The Atlantic Coast Conference is going Pacific.
ACC presidents approved an expansion measure to add Stanford, Cal and SMU, sources tell Yahoo Sports, ending a month-long saga into an issue that divided the league. It was not a unanimous decision.
Conference administrators, led by commissioner Jim Phillips, spent the last three weeks exploring new expansion models in an attempt to convince membership to support the idea after a presidential straw poll on Aug. 9 fell one vote short of approval. During that meeting, Clemson, FSU, North Carolina and NC State were against expansion.
But new financial models developed over the last 10 days pushed the conversation forward and created more momentum. It was enough to swing one vote (NC State), giving the league the necessary 12 votes for expansion. The models featured further monetary concessions from expansion members, an incentive for the original 14 schools.

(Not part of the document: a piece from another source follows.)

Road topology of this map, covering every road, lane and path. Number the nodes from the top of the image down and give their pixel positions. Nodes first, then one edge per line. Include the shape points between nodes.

Under the ACC’s most recent proposal, Stanford and Cal would take a reduced TV share (~30% or roughly $8 million) and SMU was expected to take no TV share for as many as nine years. The concessions free up about $55 million to be distributed to ACC teams both evenly and through an incentive pool primarily rewarding football success.

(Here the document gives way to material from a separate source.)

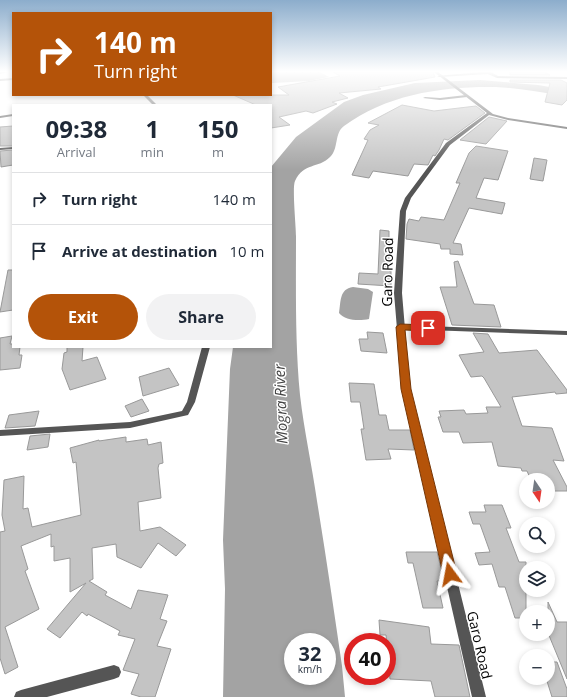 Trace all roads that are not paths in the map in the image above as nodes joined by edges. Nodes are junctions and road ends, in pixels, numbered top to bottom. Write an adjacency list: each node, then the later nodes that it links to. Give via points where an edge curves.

The additional money is coming from ESPN, which is contractually obligated to pay the league a Tier 1 TV share (roughly $24 million) for each additional expansion member — a total of $72 million. The schools would see an escalation in their shares through the Grant of Rights and they’d receive non-TV ACC shares from the NCAA tournament, CFP and the incentive pool.
The incentive pool from the additional expansion revenue is heavily weighted on football success. In one proposal circulated among officials, the cash would be distributed based only on football success. It’s unclear if that proposal has been formalized. A school that reaches all football incentives (national title) stands to get as much as $10 million in additional cash.
The ACC’s expansion proposal is expected to address cross-country travel for the original 14 members, plus Notre Dame. In one proposal circulated among officials, each of a school’s sports programs would be scheduled to travel to Stanford and Cal only once every other year.
In another component that still needs formalization, the eastern schools and the two new western members would meet in Dallas to conduct competition in Olympic sports, sources tell Yahoo Sports. SMU's location would provide a hub of sorts to reduce travel costs.